E a proposito di "saperi", io metterei terza in lista la proliferazione del plurale. I saperi... le conoscenze... gli spazi... Sono incapace io, o "la mercificazione dei saperi" è più difficile da spiegare della "mercificazione del sapere"? E ho anche l'impressione che, frammentato il sapere in tanti saperi, abbiamo già accettato la via della loro mercificazione.
Poi ci sono altre cose fenomenali, di più recente acquisizione, come l'onnipresente parcellizzazione. E qui voglio sapere chi è che l'ha tirata fuori, 'sta parcellizzazione. C'è la frantumazione, la frammentazione, al limite lo spezzettamento, la disgregazione, la polverizzazione di un po' tutto quello che vi pare (diritti, tutele sindacali, tessuto sociale, rete idrica), ma perché proprio 'sta parcellizzazione. La parcellizzazione sa di parcelle, e le parcelle sanno di cose da pagare, non di particelle. Ma poi si parcellizzano i territori, le amministrazioni, le gerarchie; la parcellizzazione decentra... insomma, amministrativamente parlando poteva anche averci un senso. E invece stiamo qui a condannare la parcellizzazione dei saperi. Che, con il plurale di mezzo, dà anche l'impressione di una robaccia ridondante: è la suddivisione in piccole parti autonome di una pluralità di ambiti del sapere già autonomi... Ci si riesce a spiegare cosa sia un pratica 'sta cosa qui? Grazie.
Le new entry sono cose tipo partecipazione, protagonismo, democrazia partecipata e partecipativa. Con lo splendido "protagonismo attivo", che penso si opponga al protagonismo passivo (che è quando ti trovi in un palcoscenico senza sapere il perché) e al dispartismo attivo (che è quando ti sforzi di stare dietro le quinte senza che nessuno si accorga di te), mentre è il contrario del dispartismo passivo (che è quando non ti accorgi che sei stato messo in disparte). In ogni caso, roba da teatranti.
E infine, bimbi, la sintassi. Avete mai provato a leggere 'ste robe qui a voce alta? È impossibile. Devi essere tipo Pavarotti, ti ci voglian du' pormoni andini! Accento sulla prima parola e poi vìa tutto d'un fiato fino'n fondo. Revisiòne deipercorsididatticichesioppongallaparcellizzazionedeisaperieallaprofessionalizzazioneprecoce. Si parte con la dichiarazione di principio. Poi, dove uno s'aspetta la spiegazione, n'artra dichiarazione di principio: Va ripensato il sistema delle lauree su due livelli.
Ripensato? RIPENSATO?! RIPENSATO??!! Va cambiato, rifatto, riscritto, abolito, abrogato, cancellato, carbonizzato, demolito, rigenerato, rinnovato, trasformato, modificato, ristrutturato... ma no "ripensato". Eccheccazzo abbiamo fatto per tutti questi anni? Seghe mentali?
E da qui in poi è tutto così. Sostantivo, nessun verbo nella frase man-co-a-pa-gar-lo-o-ro e giù di infiniti sostantivati, nomi in -ità e neologismi in -zione.

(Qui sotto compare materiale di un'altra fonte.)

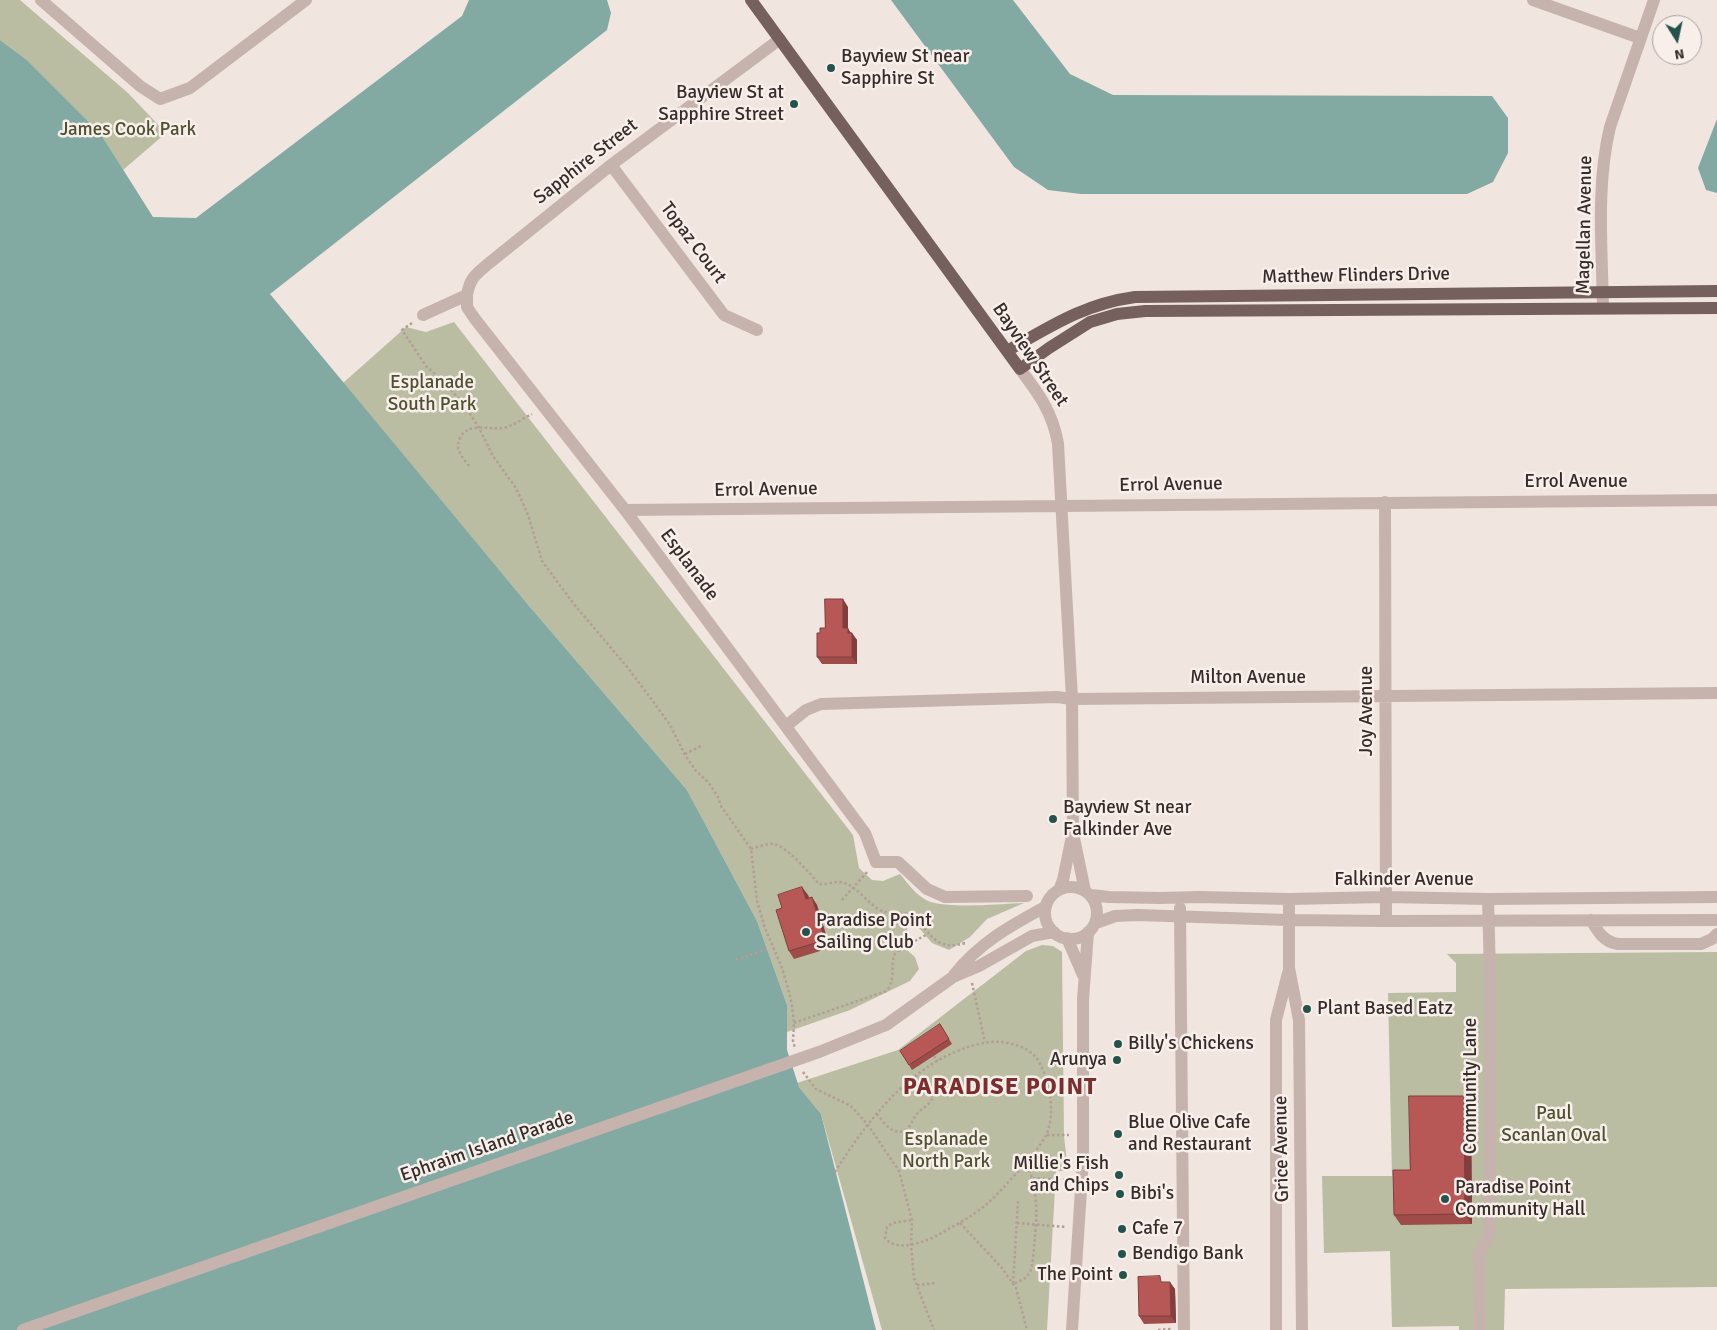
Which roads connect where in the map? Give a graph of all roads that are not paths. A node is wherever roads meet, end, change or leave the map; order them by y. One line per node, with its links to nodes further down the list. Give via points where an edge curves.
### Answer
1 (41, 0): 2 (street, via 160,100 190,88)
2 (306, 0)
3 (751, 0): 7 (main road, Bayview Street)
4 (1533, 0): 6 (street)
5 (1654, 0): 6 (street, Magellan Avenue)
6 (1640, 38): 10 (street, Magellan Avenue, via 1605,150)
7 (780, 39): 8 (street, Sapphire Street); 16 (main road, Bayview Street)
8 (611, 165): 11 (street, Sapphire Street, via 472,277); 15 (street, Topaz Court, via 724,315)
9 (1717, 291): 10 (main road, Matthew Flinders Drive)
10 (1602, 292): 12 (street, Magellan Avenue); 16 (main road, Matthew Flinders Drive, via 1135,297 1077,312)
11 (467, 296): 14 (street); 21 (street, Esplanade, via 467,307 475,319)
12 (1603, 308): 13 (main road, Matthew Flinders Drive); 17 (main road, Matthew Flinders Drive, via 1145,311 1090,322)
13 (1717, 308)
14 (423, 315)
15 (757, 330)
16 (1008, 351): 17 (main road, Bayview Street)
17 (1020, 369): 20 (street, Bayview Street, via 1043,401 1053,422)
18 (1717, 500): 19 (street, Errol Avenue)
19 (1385, 502): 20 (street, Errol Avenue); 23 (street, Joy Avenue)
20 (1062, 506): 21 (street, Errol Avenue); 24 (street, Bayview Street)
21 (625, 510): 25 (street, Esplanade)
22 (1717, 693): 23 (street, Milton Avenue)
23 (1386, 696): 24 (street, Milton Avenue); 30 (street, Joy Avenue)
24 (1072, 699): 25 (street, Milton Avenue, via 821,704 806,710); 26 (street, Bayview Street)
25 (786, 726): 29 (street, Esplanade, via 864,833 876,862 898,862 927,889 945,897)
26 (1073, 833): 27 (street, Bayview Street); 28 (street, Bayview Street)
27 (1059, 890): 28 (street, via 1070,887); 35 (street, via 1049,899)
28 (1088, 893): 32 (street, Falkinder Avenue, via 1109,898); 42 (street, via 1096,907)
29 (1027, 896)
30 (1386, 897): 33 (street, Falkinder Avenue); 34 (street, Falkinder Avenue); 40 (street, Joy Avenue)
31 (1713, 897): 34 (street, Falkinder Avenue); 39 (street)
32 (1180, 898): 33 (street, Falkinder Avenue); 36 (street)
33 (1289, 899): 37 (street, Grice Avenue)
34 (1488, 900): 41 (street, Community Lane)
35 (1046, 908): 43 (street, via 1045,917); 47 (street, Ephraim Island Parade, via 1004,930 966,961)
36 (1180, 916): 37 (street); 42 (street, via 1115,916); 51 (street)
37 (1288, 920): 40 (street); 46 (street, Grice Avenue)
38 (1591, 920): 39 (street); 41 (street); 44 (street, via 1607,941 1618,944 1701,944)
39 (1713, 920)
40 (1386, 921): 41 (street)
41 (1488, 921): 56 (street, Community Lane, via 1490,1186 1489,1237 1479,1253)
42 (1092, 927): 45 (street, via 1074,938); 48 (street)
43 (1054, 932): 45 (street); 47 (street, Ephraim Island Parade, via 1032,936)
44 (1717, 934)
45 (1067, 938): 48 (street)
46 (1289, 968): 49 (street, Grice Avenue); 50 (street, Grice Avenue)
47 (953, 977): 52 (street, Ephraim Island Parade, bridge, via 886,1025 819,1052)
48 (1084, 978): 53 (street, via 1083,1135)
49 (1279, 1008): 50 (street); 54 (street, Grice Avenue, via 1276,1020)
50 (1297, 1008): 55 (street, Grice Avenue)
51 (1179, 1329)
52 (23, 1330)
53 (1072, 1330)
54 (1276, 1330)
55 (1302, 1330)
56 (1480, 1330)

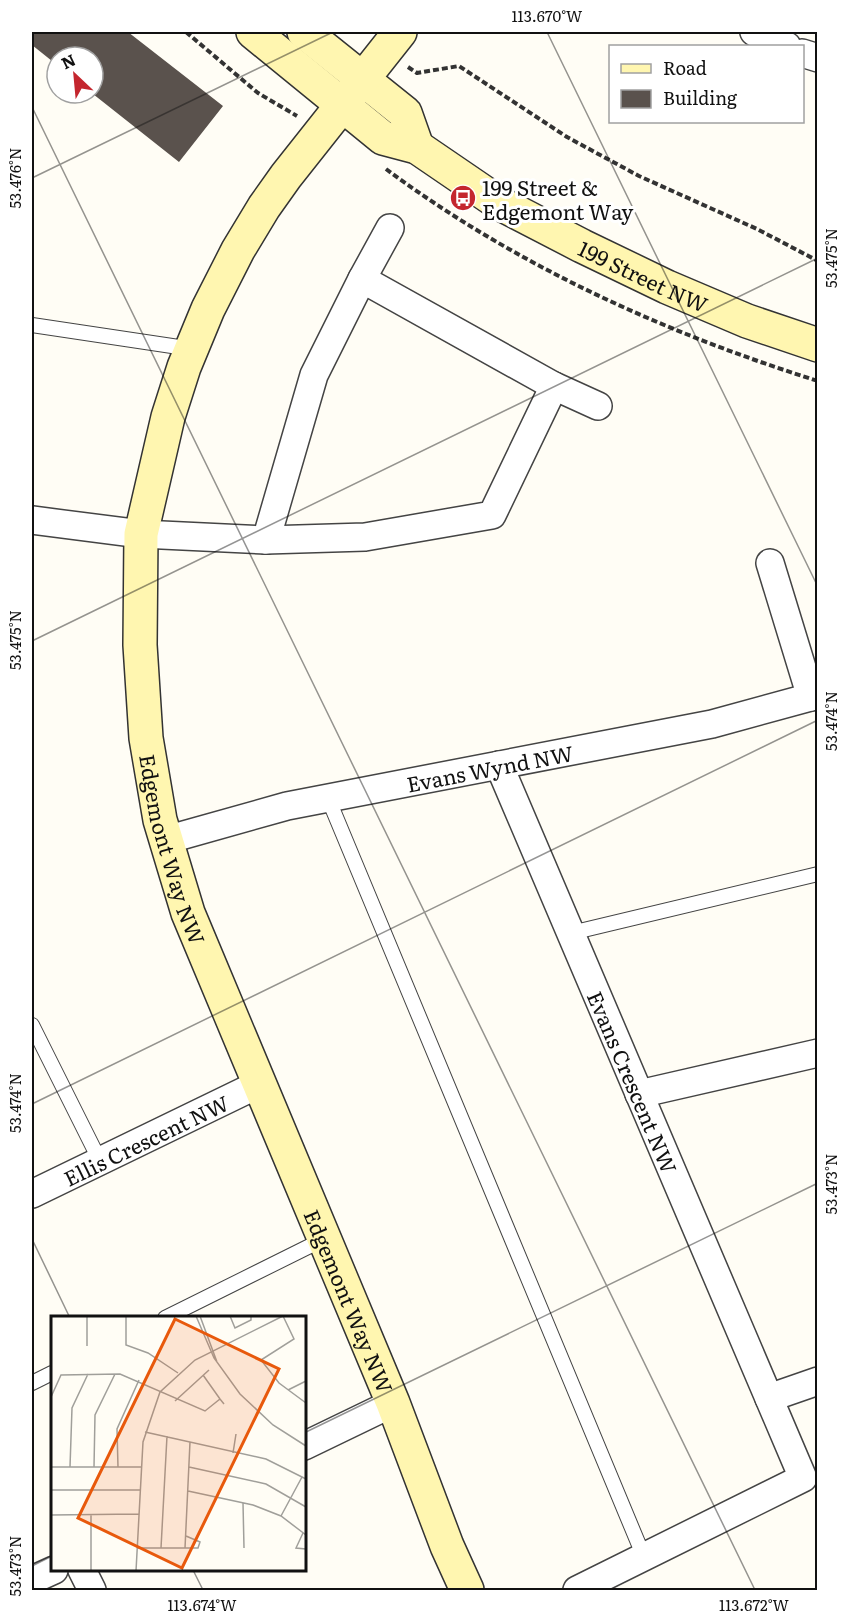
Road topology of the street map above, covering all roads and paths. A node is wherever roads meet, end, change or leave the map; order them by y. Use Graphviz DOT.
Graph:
graph roads {
  1 [pos="253,32"];
  2 [pos="304,32"];
  3 [pos="754,32"];
  4 [pos="393,40"];
  5 [pos="785,45"];
  6 [pos="363,80"];
  7 [pos="342,105"];
  8 [pos="417,147"];
  9 [pos="390,228"];
  10 [pos="818,261"];
  11 [pos="362,279"];
  12 [pos="32,325"];
  13 [pos="818,345"];
  14 [pos="192,349"];
  15 [pos="554,386"];
  16 [pos="598,406"];
  17 [pos="32,520"];
  18 [pos="141,534"];
  19 [pos="266,540"];
  20 [pos="770,563"];
  21 [pos="814,696"];
  22 [pos="499,765"];
  23 [pos="328,798"];
  24 [pos="166,840"];
  25 [pos="818,874"];
  26 [pos="571,933"];
  27 [pos="32,1025"];
  28 [pos="818,1053"];
  29 [pos="259,1084"];
  30 [pos="639,1094"];
  31 [pos="100,1161"];
  32 [pos="32,1194"];
  33 [pos="324,1239"];
  34 [pos="167,1316"];
  35 [pos="51,1374"];
  36 [pos="818,1381"];
  37 [pos="32,1383"];
  38 [pos="769,1398"];
  39 [pos="393,1403"];
  40 [pos="306,1445"];
  41 [pos="810,1476"];
  42 [pos="644,1557"];
  43 [pos="51,1570"];
  44 [pos="83,1571"];
  45 [pos="32,1580"];
  46 [pos="92,1590"];
  47 [pos="467,1590"];
  48 [pos="577,1590"];
  1 -- 7 [label="street, 199 Street NW"];
  2 -- 6 [label="street"];
  3 -- 5 [label="street"];
  4 -- 6 [label="street, Edgemont Way NW"];
  4 -- 10 [label="path"];
  6 -- 7 [label="street, Edgemont Way NW"];
  6 -- 8 [label="street"];
  7 -- 8 [label="street, 199 Street NW"];
  7 -- 14 [label="street, Edgemont Way NW"];
  8 -- 13 [label="street, 199 Street NW"];
  9 -- 11 [label="street"];
  11 -- 15 [label="street"];
  11 -- 19 [label="street"];
  12 -- 14 [label="lane"];
  14 -- 18 [label="street, Edgemont Way NW"];
  15 -- 16 [label="street"];
  15 -- 19 [label="street"];
  17 -- 18 [label="street"];
  18 -- 19 [label="street"];
  18 -- 24 [label="street, Edgemont Way NW"];
  20 -- 21 [label="street, Evans Wynd NW"];
  21 -- 22 [label="street, Evans Wynd NW"];
  22 -- 23 [label="street, Evans Wynd NW"];
  22 -- 26 [label="street, Evans Crescent NW"];
  23 -- 24 [label="street, Evans Wynd NW"];
  23 -- 42 [label="lane"];
  24 -- 29 [label="street, Edgemont Way NW"];
  25 -- 26 [label="lane"];
  26 -- 30 [label="street, Evans Crescent NW"];
  27 -- 31 [label="lane"];
  28 -- 30 [label="street"];
  29 -- 31 [label="street, Ellis Crescent NW"];
  29 -- 33 [label="street, Edgemont Way NW"];
  30 -- 38 [label="street, Evans Crescent NW"];
  31 -- 32 [label="street, Ellis Crescent NW"];
  33 -- 34 [label="lane"];
  33 -- 39 [label="street, Edgemont Way NW"];
  35 -- 37 [label="lane"];
  36 -- 38 [label="street"];
  38 -- 41 [label="street, Evans Crescent NW"];
  39 -- 40 [label="street"];
  39 -- 47 [label="street, Edgemont Way NW"];
  41 -- 42 [label="street, Evans Crescent NW"];
  42 -- 48 [label="street, Evans Crescent NW"];
  43 -- 45 [label="street"];
  44 -- 46 [label="street"];
}
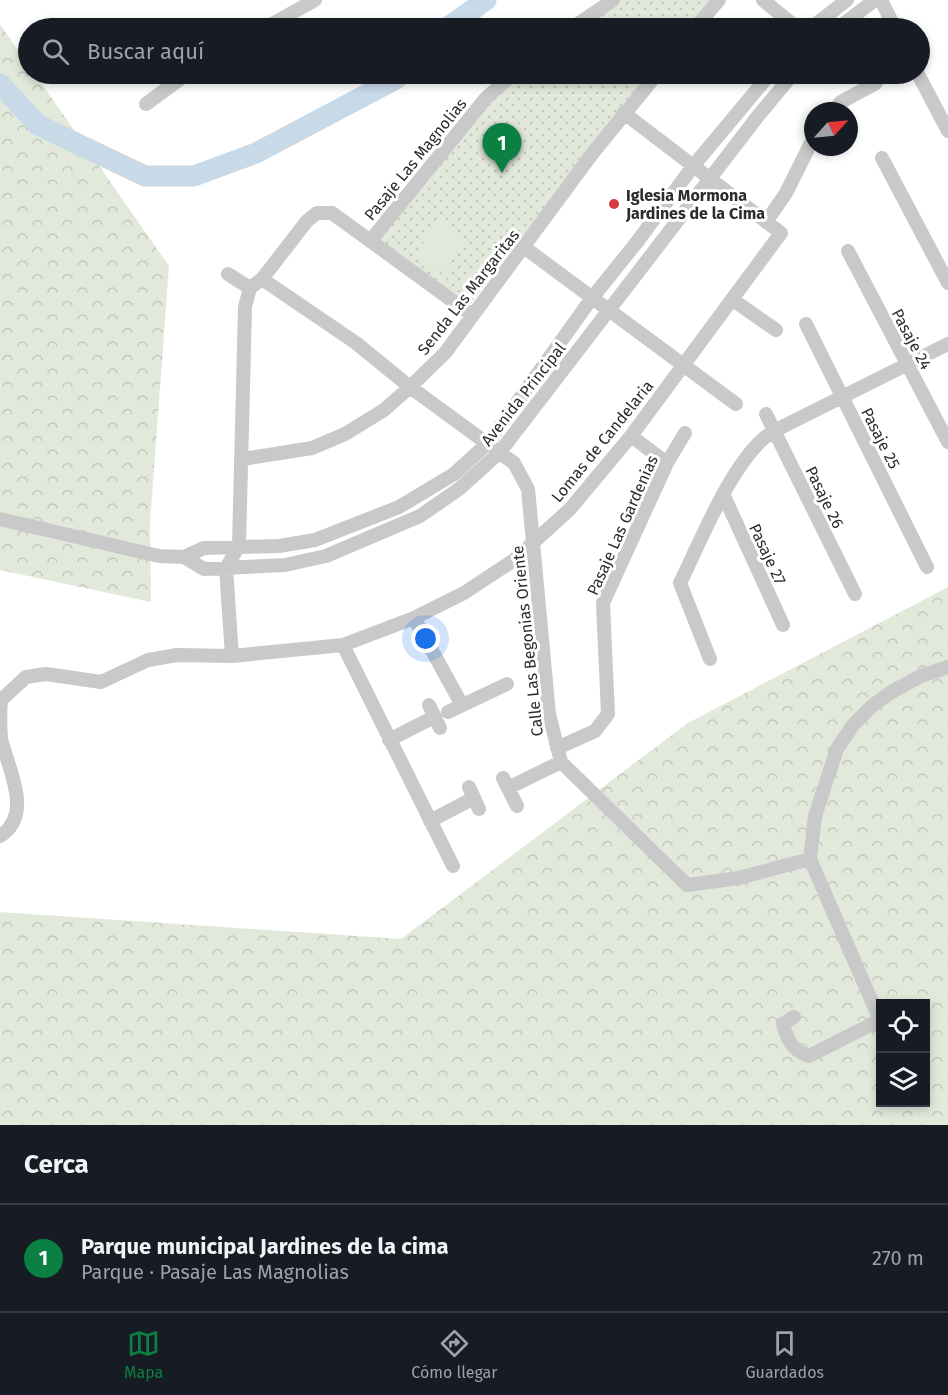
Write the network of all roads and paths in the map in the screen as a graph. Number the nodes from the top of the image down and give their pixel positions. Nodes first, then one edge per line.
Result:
1 (315, 0) edge
2 (613, 0) edge
3 (719, 0) edge
4 (763, 0) edge
5 (847, 0) edge
6 (875, 0) edge
7 (880, 0) edge
8 (283, 18) edge
9 (587, 18) edge
10 (704, 18) edge
11 (785, 18) edge
12 (824, 18) edge
13 (851, 18) edge
14 (890, 18) edge
15 (174, 84) edge
16 (502, 84) edge
17 (649, 84) edge
18 (762, 84) edge
19 (785, 84) edge
20 (874, 84) edge
21 (923, 84) edge
22 (840, 102) edge
23 (146, 104) dead end
24 (624, 113) junction
25 (948, 131) edge
26 (804, 156) edge
27 (882, 158) dead end
28 (694, 165) junction
29 (711, 179) junction
30 (766, 222) junction
31 (370, 240) junction
32 (525, 248) junction
33 (848, 251) dead end
34 (228, 274) dead end
35 (262, 279) junction
36 (948, 283) edge
37 (250, 288) junction
38 (592, 298) junction
39 (733, 300) junction
40 (608, 309) junction
41 (472, 315) junction
42 (806, 324) dead end
43 (776, 330) dead end
44 (948, 344) edge
45 (907, 364) junction
46 (684, 365) junction
47 (410, 387) junction
48 (841, 396) junction
49 (736, 404) dead end
50 (766, 414) dead end
51 (774, 431) junction
52 (685, 433) dead end
53 (630, 436) junction
54 (948, 442) edge
55 (488, 443) junction
56 (500, 452) junction
57 (243, 459) junction
58 (666, 463) junction
59 (724, 496) junction
60 (0, 519) edge
61 (532, 541) junction
62 (239, 546) junction
63 (184, 557) junction
64 (927, 567) dead end
65 (226, 568) junction
66 (855, 594) dead end
67 (414, 618) junction
68 (783, 626) dead end
69 (343, 645) junction
70 (232, 656) junction
71 (710, 659) dead end
72 (948, 667) edge
73 (507, 684) dead end
74 (462, 705) junction
75 (448, 712) dead end
76 (435, 717) dead end
77 (389, 740) junction
78 (557, 748) junction
79 (561, 762) junction
80 (474, 798) dead end
81 (517, 806) dead end
82 (430, 821) junction
83 (0, 836) edge
84 (810, 859) junction
85 (453, 866) dead end
86 (794, 1017) dead end

1 - 8 street
2 - 9 street
3 - 10 street
4 - 11 street
5 - 12 street
6 - 13 street
7 - 14 street
15 - 23 street
16 - 31 street, Pasaje Las Magnolias
17 - 24 street, Senda Las Margaritas
18 - 28 street, Avenida Principal
19 - 29 street, Avenida Principal
20 - 22 street
21 - 25 street
24 - 28 street, Lomas de Candelaria
24 - 32 street, Senda Las Margaritas
26 - 30 street
27 - 36 street
28 - 29 street, Lomas de Candelaria
28 - 38 street, Avenida Principal
29 - 30 street, Lomas de Candelaria
29 - 40 street, Avenida Principal
30 - 39 street, Lomas de Candelaria
31 - 35 street
31 - 41 street
32 - 38 street
32 - 41 street, Senda Las Margaritas
33 - 45 street, Pasaje 24
34 - 37 street
35 - 37 street
35 - 47 street, Calle Las Begonias Oriente
37 - 57 street
38 - 40 street
38 - 55 street, Avenida Principal
39 - 43 street
39 - 46 street, Lomas de Candelaria
40 - 46 street
40 - 56 street, Avenida Principal
41 - 47 street, Senda Las Margaritas
42 - 48 street, Pasaje 25
44 - 45 street
45 - 48 street
45 - 54 street, Pasaje 24
46 - 49 street
46 - 53 street, Lomas de Candelaria
47 - 55 street, Calle Las Begonias Oriente
47 - 57 street, Senda Las Margaritas
48 - 51 street
48 - 64 street, Pasaje 25
50 - 51 street, Pasaje 26
51 - 59 street
51 - 66 street, Pasaje 26
52 - 58 street, Pasaje Las Gardenias
53 - 58 street
53 - 61 street, Lomas de Candelaria
55 - 56 street, Calle Las Begonias Oriente
55 - 62 street, Avenida Principal
56 - 61 street, Calle Las Begonias Oriente
56 - 65 street, Avenida Principal
57 - 62 street
58 - 78 street, Pasaje Las Gardenias
59 - 68 street, Pasaje 27
59 - 71 street
60 - 63 street
61 - 67 street, Lomas de Candelaria
61 - 78 street, Calle Las Begonias Oriente
62 - 63 street, Avenida Principal
62 - 65 street
63 - 65 street, Avenida Principal
65 - 70 street
67 - 69 street, Lomas de Candelaria
67 - 74 street
69 - 70 street, Lomas de Candelaria
69 - 77 street
70 - 83 street, Lomas de Candelaria
72 - 84 street
73 - 74 street
74 - 75 street
76 - 77 street
77 - 82 street
78 - 79 street, Calle Las Begonias Oriente
79 - 81 street
79 - 84 street, Calle Las Begonias Oriente
80 - 82 street
82 - 85 street
84 - 86 street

Così, bimbe mie, non ce la possiamo fare. Non lo capisco neppure io tra un po'.
E poi, dico io, almeno un incipit accattivante. Io l'elenco di punti "da fare" lo posso anche capire (ma anche no: tanto mica si va al governo, e allora che cacchio la fai la lista di cose "da fare"? almeno un po' di utopismo; tanto si perde, quindi... permettiàmocelo!), ma il cappello, almeno il cappello dovrebbe essere sexy, e invece che ti scrivono?
"Liberare i saperi significa prima di tutto garantirne a tutte e tutti l’accesso, garantire il diritto allo studio e sottrarre la conoscenza ai processi di mercificazione a cui da anni è sottoposta."
Noooo, mannnoooo! Il peggio, proprio il peggio... con quello stramaledetto "-ne" che ci vogliono cinque minuti a capire che minchia ci sta a fare lì. Porcavacca, possibile che si pretenda di garantire di qualcosa a qualcuno l'accesso? No! Si garantisce a qualcuno l'accesso A qualcosa. Quindi "Garantire a tutte e a tutti l'accesso ai saperi: questo significa liberarli". Era difficile? No, non era difficile. E' che vi faceva fatica pensare. E invece c'era 'sta lingua qui, già bell'e pronta, e noi subito zicchete! e se n'approfitta. Se non che ci va di traverso e si finisce suicidi strozzati come Miggs.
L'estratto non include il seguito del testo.